* Work order: Take every line from the listing below that includes "岩蔵街道" and copy it.

* Provided data:
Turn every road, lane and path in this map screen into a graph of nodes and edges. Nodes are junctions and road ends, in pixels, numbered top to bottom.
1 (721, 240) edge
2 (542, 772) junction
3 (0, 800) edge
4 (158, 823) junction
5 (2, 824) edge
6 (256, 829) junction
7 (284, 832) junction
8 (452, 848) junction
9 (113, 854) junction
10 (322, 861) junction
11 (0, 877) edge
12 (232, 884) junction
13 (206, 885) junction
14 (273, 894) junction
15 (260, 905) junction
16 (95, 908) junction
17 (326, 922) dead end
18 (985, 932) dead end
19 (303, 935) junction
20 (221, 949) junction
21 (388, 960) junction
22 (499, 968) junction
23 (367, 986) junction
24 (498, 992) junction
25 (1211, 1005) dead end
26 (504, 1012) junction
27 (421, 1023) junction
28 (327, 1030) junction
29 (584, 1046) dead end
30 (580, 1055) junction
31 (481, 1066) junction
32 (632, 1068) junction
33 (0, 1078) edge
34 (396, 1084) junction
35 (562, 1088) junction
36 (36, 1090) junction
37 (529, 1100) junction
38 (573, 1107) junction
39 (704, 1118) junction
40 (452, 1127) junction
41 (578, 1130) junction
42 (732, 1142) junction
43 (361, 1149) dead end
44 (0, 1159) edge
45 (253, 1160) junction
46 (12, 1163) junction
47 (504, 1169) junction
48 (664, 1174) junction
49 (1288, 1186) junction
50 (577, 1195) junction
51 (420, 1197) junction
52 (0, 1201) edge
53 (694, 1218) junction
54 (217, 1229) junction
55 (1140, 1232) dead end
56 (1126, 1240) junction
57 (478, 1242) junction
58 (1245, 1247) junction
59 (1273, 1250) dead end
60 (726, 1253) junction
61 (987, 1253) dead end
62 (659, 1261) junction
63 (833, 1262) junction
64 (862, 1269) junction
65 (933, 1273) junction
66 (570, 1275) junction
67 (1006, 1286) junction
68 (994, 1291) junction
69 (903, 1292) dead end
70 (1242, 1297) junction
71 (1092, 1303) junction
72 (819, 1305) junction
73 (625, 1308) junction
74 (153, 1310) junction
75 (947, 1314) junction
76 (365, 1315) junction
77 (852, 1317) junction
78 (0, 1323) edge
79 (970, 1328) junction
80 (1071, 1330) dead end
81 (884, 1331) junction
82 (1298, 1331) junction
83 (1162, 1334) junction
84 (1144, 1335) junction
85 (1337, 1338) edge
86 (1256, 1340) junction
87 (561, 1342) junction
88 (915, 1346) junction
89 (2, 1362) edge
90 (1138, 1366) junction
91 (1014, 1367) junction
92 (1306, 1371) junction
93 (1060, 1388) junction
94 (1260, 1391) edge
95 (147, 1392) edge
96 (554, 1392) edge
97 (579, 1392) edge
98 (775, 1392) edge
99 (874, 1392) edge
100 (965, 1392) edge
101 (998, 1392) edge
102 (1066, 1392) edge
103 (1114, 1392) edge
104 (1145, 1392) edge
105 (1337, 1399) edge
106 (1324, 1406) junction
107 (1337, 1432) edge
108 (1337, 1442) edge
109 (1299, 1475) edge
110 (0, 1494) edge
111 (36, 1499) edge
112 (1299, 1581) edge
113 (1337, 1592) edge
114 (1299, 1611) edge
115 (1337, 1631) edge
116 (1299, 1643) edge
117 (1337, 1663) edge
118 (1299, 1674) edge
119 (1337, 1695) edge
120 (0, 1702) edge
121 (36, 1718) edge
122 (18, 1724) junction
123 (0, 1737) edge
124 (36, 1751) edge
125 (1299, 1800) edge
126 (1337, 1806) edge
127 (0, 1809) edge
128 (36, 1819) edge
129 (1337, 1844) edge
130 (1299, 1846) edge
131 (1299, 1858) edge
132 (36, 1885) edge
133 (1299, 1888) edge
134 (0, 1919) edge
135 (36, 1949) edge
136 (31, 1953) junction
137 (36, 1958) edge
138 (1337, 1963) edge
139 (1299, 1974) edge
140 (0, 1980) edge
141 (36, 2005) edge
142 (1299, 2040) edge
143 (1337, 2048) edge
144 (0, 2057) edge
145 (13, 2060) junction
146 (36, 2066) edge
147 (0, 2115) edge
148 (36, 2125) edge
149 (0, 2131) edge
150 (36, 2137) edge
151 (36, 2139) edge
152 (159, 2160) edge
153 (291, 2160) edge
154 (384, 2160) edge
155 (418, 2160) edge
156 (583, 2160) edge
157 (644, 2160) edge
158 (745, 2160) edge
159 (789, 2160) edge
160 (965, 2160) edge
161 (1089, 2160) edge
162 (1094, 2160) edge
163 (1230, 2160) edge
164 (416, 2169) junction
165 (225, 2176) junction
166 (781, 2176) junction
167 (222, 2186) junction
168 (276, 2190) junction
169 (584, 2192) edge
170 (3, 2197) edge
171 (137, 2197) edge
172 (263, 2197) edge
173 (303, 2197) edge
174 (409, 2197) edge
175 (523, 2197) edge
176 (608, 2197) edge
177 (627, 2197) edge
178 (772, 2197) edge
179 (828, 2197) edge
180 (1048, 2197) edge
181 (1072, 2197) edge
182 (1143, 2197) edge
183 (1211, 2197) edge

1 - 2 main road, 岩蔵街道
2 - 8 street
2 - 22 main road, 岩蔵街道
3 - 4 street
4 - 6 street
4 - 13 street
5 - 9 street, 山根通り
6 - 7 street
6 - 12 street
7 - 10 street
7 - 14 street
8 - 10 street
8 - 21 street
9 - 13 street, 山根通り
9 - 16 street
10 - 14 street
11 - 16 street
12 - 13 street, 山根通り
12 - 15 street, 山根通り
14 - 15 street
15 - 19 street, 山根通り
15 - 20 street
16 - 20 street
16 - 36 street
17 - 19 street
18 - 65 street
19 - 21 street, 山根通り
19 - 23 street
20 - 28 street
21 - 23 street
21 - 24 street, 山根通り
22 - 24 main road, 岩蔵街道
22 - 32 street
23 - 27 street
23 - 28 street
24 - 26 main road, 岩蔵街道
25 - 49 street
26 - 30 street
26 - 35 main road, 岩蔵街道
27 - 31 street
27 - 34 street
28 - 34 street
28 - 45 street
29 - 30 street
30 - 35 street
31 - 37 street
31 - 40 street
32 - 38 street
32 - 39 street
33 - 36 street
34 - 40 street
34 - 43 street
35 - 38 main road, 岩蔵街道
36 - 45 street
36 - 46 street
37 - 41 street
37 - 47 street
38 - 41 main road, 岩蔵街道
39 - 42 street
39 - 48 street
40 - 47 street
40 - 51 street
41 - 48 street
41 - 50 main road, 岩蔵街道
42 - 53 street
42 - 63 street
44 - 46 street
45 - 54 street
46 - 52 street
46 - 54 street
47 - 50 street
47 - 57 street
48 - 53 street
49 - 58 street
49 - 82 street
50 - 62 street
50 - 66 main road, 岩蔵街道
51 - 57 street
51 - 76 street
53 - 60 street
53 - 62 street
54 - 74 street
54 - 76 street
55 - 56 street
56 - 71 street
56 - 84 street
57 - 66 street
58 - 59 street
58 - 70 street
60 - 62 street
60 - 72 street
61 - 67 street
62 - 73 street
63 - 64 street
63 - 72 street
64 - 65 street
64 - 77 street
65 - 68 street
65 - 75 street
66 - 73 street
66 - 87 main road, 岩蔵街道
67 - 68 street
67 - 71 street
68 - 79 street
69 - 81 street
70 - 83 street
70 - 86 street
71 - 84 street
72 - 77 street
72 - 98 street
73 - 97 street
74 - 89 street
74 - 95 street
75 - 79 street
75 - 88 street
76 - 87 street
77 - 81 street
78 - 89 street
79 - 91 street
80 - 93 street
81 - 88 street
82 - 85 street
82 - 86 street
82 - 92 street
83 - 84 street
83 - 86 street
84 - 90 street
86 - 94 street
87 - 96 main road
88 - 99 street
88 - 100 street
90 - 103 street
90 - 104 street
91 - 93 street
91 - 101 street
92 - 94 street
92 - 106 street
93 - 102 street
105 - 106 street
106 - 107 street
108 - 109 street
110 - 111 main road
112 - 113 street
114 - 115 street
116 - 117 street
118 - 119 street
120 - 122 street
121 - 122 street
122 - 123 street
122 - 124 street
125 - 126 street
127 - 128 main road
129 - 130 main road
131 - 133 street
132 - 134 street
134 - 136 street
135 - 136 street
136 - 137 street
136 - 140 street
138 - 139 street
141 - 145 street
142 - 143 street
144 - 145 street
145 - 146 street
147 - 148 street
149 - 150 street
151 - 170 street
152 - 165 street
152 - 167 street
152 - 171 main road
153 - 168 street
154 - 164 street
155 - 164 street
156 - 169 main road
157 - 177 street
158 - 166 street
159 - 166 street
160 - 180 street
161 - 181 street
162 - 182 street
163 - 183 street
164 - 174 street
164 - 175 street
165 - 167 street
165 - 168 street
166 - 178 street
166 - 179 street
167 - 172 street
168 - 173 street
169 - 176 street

* Result below:
1 - 2 main road, 岩蔵街道
2 - 22 main road, 岩蔵街道
22 - 24 main road, 岩蔵街道
24 - 26 main road, 岩蔵街道
26 - 35 main road, 岩蔵街道
35 - 38 main road, 岩蔵街道
38 - 41 main road, 岩蔵街道
41 - 50 main road, 岩蔵街道
50 - 66 main road, 岩蔵街道
66 - 87 main road, 岩蔵街道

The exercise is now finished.